Design
Farm to tableau
“ART IS LIFE.” THESE THREE WORDS WERE SPOKEN by the Italian artist Michelangelo Pistoletto the day he rolled a version of his newsprint-clad sculpture Sfera di giornali along the main street of Cold Spring, New York, last November. The original iteration of the Sfera—its title translates as Newspaper sphere—was trundled through the avenues of Turin in 1966 as a commentary on turbulent Italian events of the day. This appearance of the ambulatory artwork was staged in honor of Magazzino Italian Art, a new, self-funded art space established by collector-impresarios Nancy Olnick and her husband, Giorgio Spanu. “Magazzino” means “warehouse” in Italian, though to call this space just that does it discredit. “Art is life” is also a sentiment that Olnick, scion of a New York real estate fortune, repeats on several occasions throughout the tour she gives of the 20,000-square-foot light-filled venue. It is rare to have the founder act as a docent, but Olnick will tell you that she spends a lot of time here and relishes speaking about the art on view. For both her and the Sardinia-born Spanu, their discovery of Arte Povera was a life-altering experience.
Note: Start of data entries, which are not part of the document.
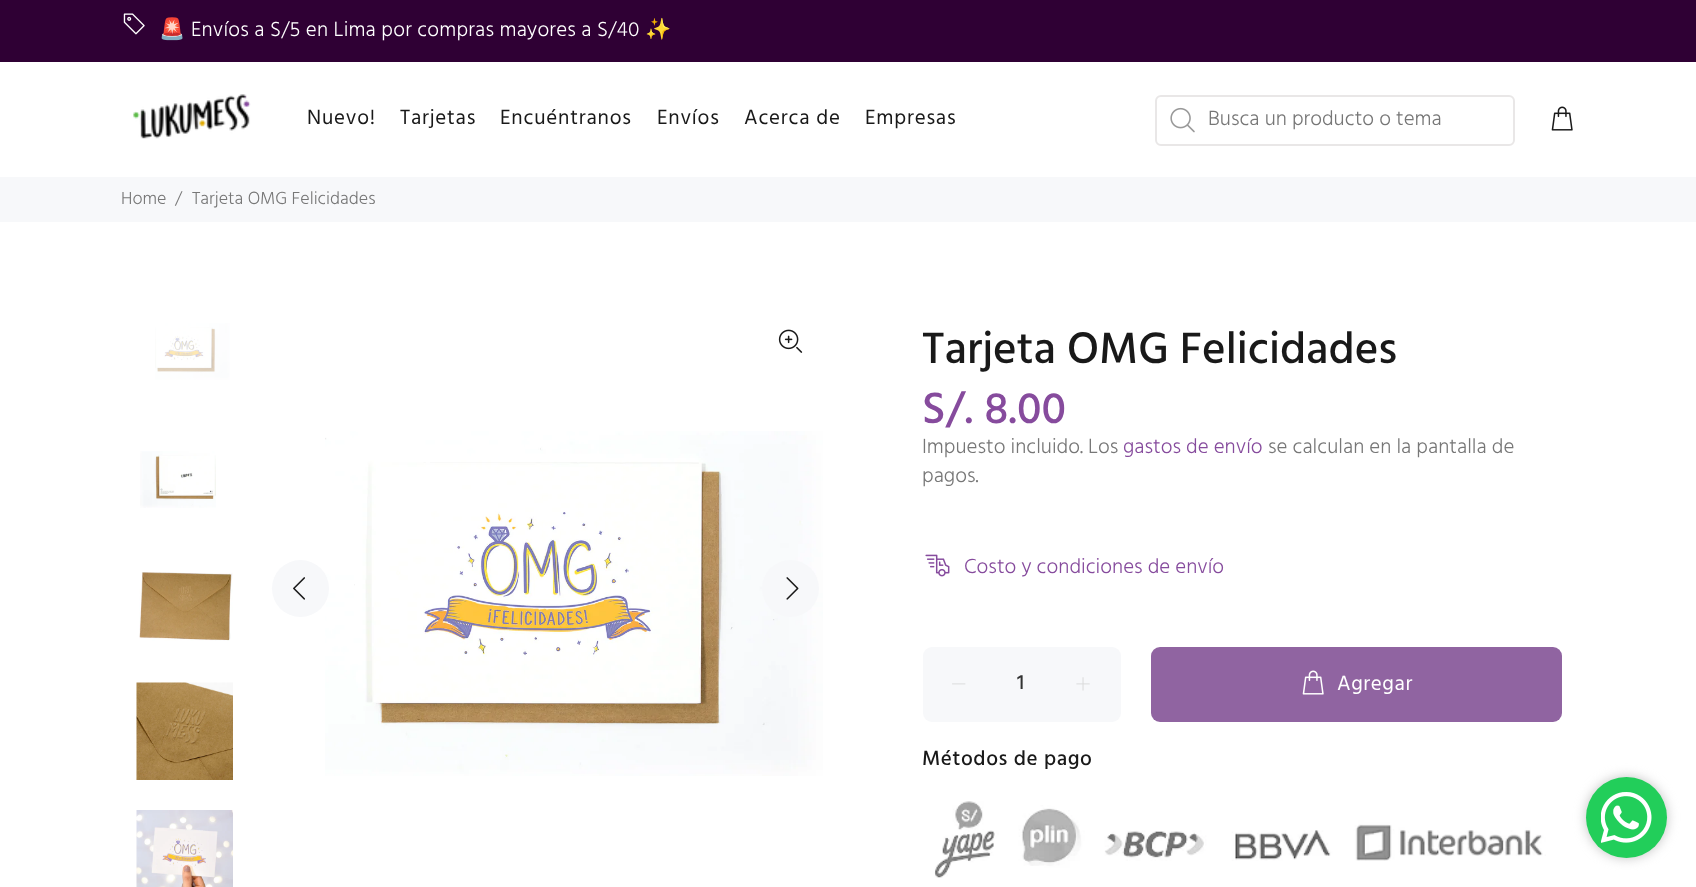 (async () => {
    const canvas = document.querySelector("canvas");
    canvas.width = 1696;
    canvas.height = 887;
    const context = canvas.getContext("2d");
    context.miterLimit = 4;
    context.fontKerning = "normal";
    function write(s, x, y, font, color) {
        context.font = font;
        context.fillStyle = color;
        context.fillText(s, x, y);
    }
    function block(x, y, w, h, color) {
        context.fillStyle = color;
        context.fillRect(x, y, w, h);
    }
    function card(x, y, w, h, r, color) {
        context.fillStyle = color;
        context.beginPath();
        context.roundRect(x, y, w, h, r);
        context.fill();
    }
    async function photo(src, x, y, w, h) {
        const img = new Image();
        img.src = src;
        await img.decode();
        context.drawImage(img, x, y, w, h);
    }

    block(0, 0, 1696, 887, "rgb(255, 255, 255)");
    block(0, 0, 1696, 62, "rgb(47, 0, 52)");
    await photo("media/1.png", 123, 13, 22, 22);
    context.letterSpacing = "0.2px";
    write("🚨", 159, 36, "21px Noto Color Emoji", "rgb(255, 255, 255)");
    write("Envíos a S/5 en Lima por compras mayores a S/40", 191, 36, "300 21px Hind", "rgb(255, 255, 255)");
    write("✨", 645, 36, "21px Noto Color Emoji", "rgb(255, 255, 255)");
    await photo("media/2.png", 133, 94, 118, 45);
    context.letterSpacing = "0.8px";
    write("Nuevo!", 307, 124, "21px Hind", "rgb(25, 25, 25)");
    write("Tarjetas", 400, 124, "21px Hind", "rgb(25, 25, 25)");
    write("Encuéntranos", 500, 124, "21px Hind", "rgb(25, 25, 25)");
    write("Envíos", 657, 124, "21px Hind", "rgb(25, 25, 25)");
    write("Acerca de", 744, 124, "21px Hind", "rgb(25, 25, 25)");
    write("Empresas", 865, 124, "21px Hind", "rgb(25, 25, 25)");
    context.beginPath();
    context.roundRect(1156, 96, 358, 49, 5);
    context.strokeStyle = "rgb(233, 231, 231)";
    context.lineWidth = 2;
    context.stroke();
    await photo("media/3.png", 1170, 107, 25, 26);
    context.letterSpacing = "0px";
    write("Busca un producto o tema", 1208, 125, "300 21px Hind", "rgb(119, 119, 119)");
    await photo("media/4.png", 1551, 106, 22, 25);
    block(0, 177, 1696, 45, "rgb(247, 248, 250)");
    write("Home", 121, 204, "300 18px Hind", "rgb(119, 119, 119)");
    write("/", 175, 204, "300 18px Hind", "rgb(119, 119, 119)");
    write("Tarjeta OMG Felicidades", 192, 204, "300 18px Hind", "rgb(119, 119, 119)");
    await photo("media/5.png", 155, 323, 75, 57);
    await photo("media/6.png", 140, 451, 76, 57);
    await photo("media/7.png", 139, 572, 94, 69);
    await photo("media/8.png", 136, 682, 97, 98);
    await photo("media/9.png", 136, 810, 97, 77);
    await photo("media/10.png", 778, 329, 25, 24);
    await photo("media/11.png", 325, 431, 498, 345);
    context.fillStyle = "rgb(247, 248, 250)";
    context.beginPath();
    context.arc(300.5, 588.5, 28.5, 0, Math.PI * 2);
    context.fill();
    await photo("media/12.png", 293, 577, 12, 23);
    context.beginPath();
    context.arc(790.5, 588.5, 28.5, 0, Math.PI * 2);
    context.fill();
    await photo("media/13.png", 786, 577, 13, 23);
    write("Tarjeta OMG Felicidades", 922, 363, "500 45px Hind", "rgb(25, 25, 25)");
    write("S/. 8.00", 922, 423, "500 45px Hind", "rgb(134, 75, 157)");
    write("Impuesto incluido. Los", 922, 453, "300 21px Hind", "rgb(119, 119, 119)");
    write("gastos de envío", 1123, 453, "300 21px Hind", "rgb(134, 75, 157)");
    write("se calculan en la pantalla de", 1268, 453, "300 21px Hind", "rgb(119, 119, 119)");
    write("pagos.", 922, 482, "300 21px Hind", "rgb(119, 119, 119)");
    await photo("media/14.png", 925, 554, 25, 23);
    write("Costo y condiciones de envío", 964, 573, "300 21px Hind", "rgb(134, 75, 157)");
    card(923, 647, 198, 75, 9, "rgb(247, 248, 250)");
    await photo("media/15.png", 952, 683, 14, 2);
    write("1", 1017, 689, "500 21px Hind", "rgb(51, 51, 51)");
    await photo("media/16.png", 1076, 677, 14, 14);
    card(1151, 647, 411, 75, 9, "rgb(144, 100, 161)");
    await photo("media/17.png", 1302, 670, 22, 25);
    context.letterSpacing = "0.6px";
    write("Agregar", 1337, 690, "21px Hind", "rgb(255, 255, 255)");
    write("Métodos de pago", 922, 765, "500 21px Hind", "rgb(25, 25, 25)");
    await photo("media/18.png", 934, 801, 612, 77);
    context.fillStyle = "rgb(194, 194, 194)";
    context.filter = "blur(6px)";
    context.beginPath();
    context.roundRect(1586, 777, 81, 81, 40.5);
    context.fill();
    context.filter = "none";
    context.fillStyle = "rgb(34, 206, 90)";
    context.beginPath();
    context.arc(1626.5, 817.5, 40.5, 0, Math.PI * 2);
    context.fill();
    await photo("media/19.png", 1601, 792, 51, 51);
})();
Arte Povera—or “impoverished art,” so named for the elementary, commonplace materials the artists used—was a highly influential avant-garde movement in the 1960s and 1970s, a period in Italy marked by political and social unrest in a country that was emerging from the dolce vita haze of the “economic miracle” of the 1950s and ’60s. The artists of Arte Povera, Olnick says, “explored the most pertinent existential questions in the most contemporary way.” “Art is life” was their raison d’etre; they strove to “eradicate the boundaries between media as well as between nature and art.”
In 1992, on a trip to Italy, Olnick and Spanu were advised to visit the Castello di Rivoli, a contemporary art museum in Turin; it was there that they encountered Arte Povera for the first time. Olnick says that she and Spanu—who have also amassed one of the most important collections of Murano glass in private hands—began collecting Arte Povera by “getting to know the artists and making human connections.” It becomes apparent quite quickly that this is personal for Olnick. She draws connections between the work and the artists featured, understanding both on a meaningful level.
The building that houses Magazzino Italian Art is artful itself. What began as a farm building was recently repurposed as a computer factory. The New York–based, Spanishborn architect Miguel Quismondo and his staff at MQ Architecture and Design transformed the structure by stripping away the dropped acoustic tile ceiling (under which they discovered the original beautiful concrete, which they maintained), putting down new floors, and constructing glass-lined corridors to a new administrative building. They created a space that is “silent but is very strong and present,” says Olnick. “The light is crucial to the building, and to the art, along with the open space.”
The inaugural Magazzino exhibition, Margherita Stein: Rebel with a Cause, was a celebration of another leading figure: the groundbreaking Italian art dealer Margherita Stein, who opened Christian Stein Gallery in Turin in 1966. (She named the space after her husband because she believed that a man’s name would earn the gallery more respect.) The business eventually relocated to Milan, and Stein became one of the most influential art dealers the country has ever produced. It was not an easy beginning; her admirers will tell you that Stein had to purchase all her artists’ work when no one else would support them. Although Olnick and Spanu never met Stein, some of the key works in their four hundred–plus collection were originally sold through her gallery. Today, they believe they are fulfilling her mission.
Magazzino Italian Art was ten years in the making but now that it’s open, Olnick and Spanu are just getting started. Olnick and Spanu will continue supporting young Italian and American artists, as they have in the past, by presenting their work alongside pieces from their own collection. At the same time, they are sponsoring artists’ exhibitions across New York and in Italy, as they recently did for the American artist Melissa McGill at the Venice Biennale. When art is life, there is always much more to do.